Your instructions :: Copy every record word for word.

Extracted entries ::
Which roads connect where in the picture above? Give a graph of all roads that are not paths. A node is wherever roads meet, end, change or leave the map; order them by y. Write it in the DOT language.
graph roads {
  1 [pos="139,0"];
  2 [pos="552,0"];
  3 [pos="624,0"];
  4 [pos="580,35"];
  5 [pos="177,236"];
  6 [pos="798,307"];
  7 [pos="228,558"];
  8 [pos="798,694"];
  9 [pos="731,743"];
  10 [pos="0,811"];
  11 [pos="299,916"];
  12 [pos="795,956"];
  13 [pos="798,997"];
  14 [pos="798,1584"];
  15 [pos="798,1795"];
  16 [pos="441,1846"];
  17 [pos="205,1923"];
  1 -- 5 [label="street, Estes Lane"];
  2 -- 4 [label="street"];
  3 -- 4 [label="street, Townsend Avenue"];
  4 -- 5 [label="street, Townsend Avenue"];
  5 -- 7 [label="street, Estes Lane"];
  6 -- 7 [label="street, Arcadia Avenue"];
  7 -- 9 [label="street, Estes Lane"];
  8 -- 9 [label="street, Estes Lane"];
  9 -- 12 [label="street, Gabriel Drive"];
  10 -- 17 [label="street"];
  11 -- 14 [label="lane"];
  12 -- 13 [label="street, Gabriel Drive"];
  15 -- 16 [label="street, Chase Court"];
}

Output of the exercise ::
Which roads connect where in the picture above? Give a graph of all roads that are not paths. A node is wherever roads meet, end, change or leave the map; order them by y. Write it in the DOT language.
graph roads {
  1 [pos="139,0"];
  2 [pos="552,0"];
  3 [pos="624,0"];
  4 [pos="580,35"];
  5 [pos="177,236"];
  6 [pos="798,307"];
  7 [pos="228,558"];
  8 [pos="798,694"];
  9 [pos="731,743"];
  10 [pos="0,811"];
  11 [pos="299,916"];
  12 [pos="795,956"];
  13 [pos="798,997"];
  14 [pos="798,1584"];
  15 [pos="798,1795"];
  16 [pos="441,1846"];
  17 [pos="205,1923"];
  1 -- 5 [label="street, Estes Lane"];
  2 -- 4 [label="street"];
  3 -- 4 [label="street, Townsend Avenue"];
  4 -- 5 [label="street, Townsend Avenue"];
  5 -- 7 [label="street, Estes Lane"];
  6 -- 7 [label="street, Arcadia Avenue"];
  7 -- 9 [label="street, Estes Lane"];
  8 -- 9 [label="street, Estes Lane"];
  9 -- 12 [label="street, Gabriel Drive"];
  10 -- 17 [label="street"];
  11 -- 14 [label="lane"];
  12 -- 13 [label="street, Gabriel Drive"];
  15 -- 16 [label="street, Chase Court"];
}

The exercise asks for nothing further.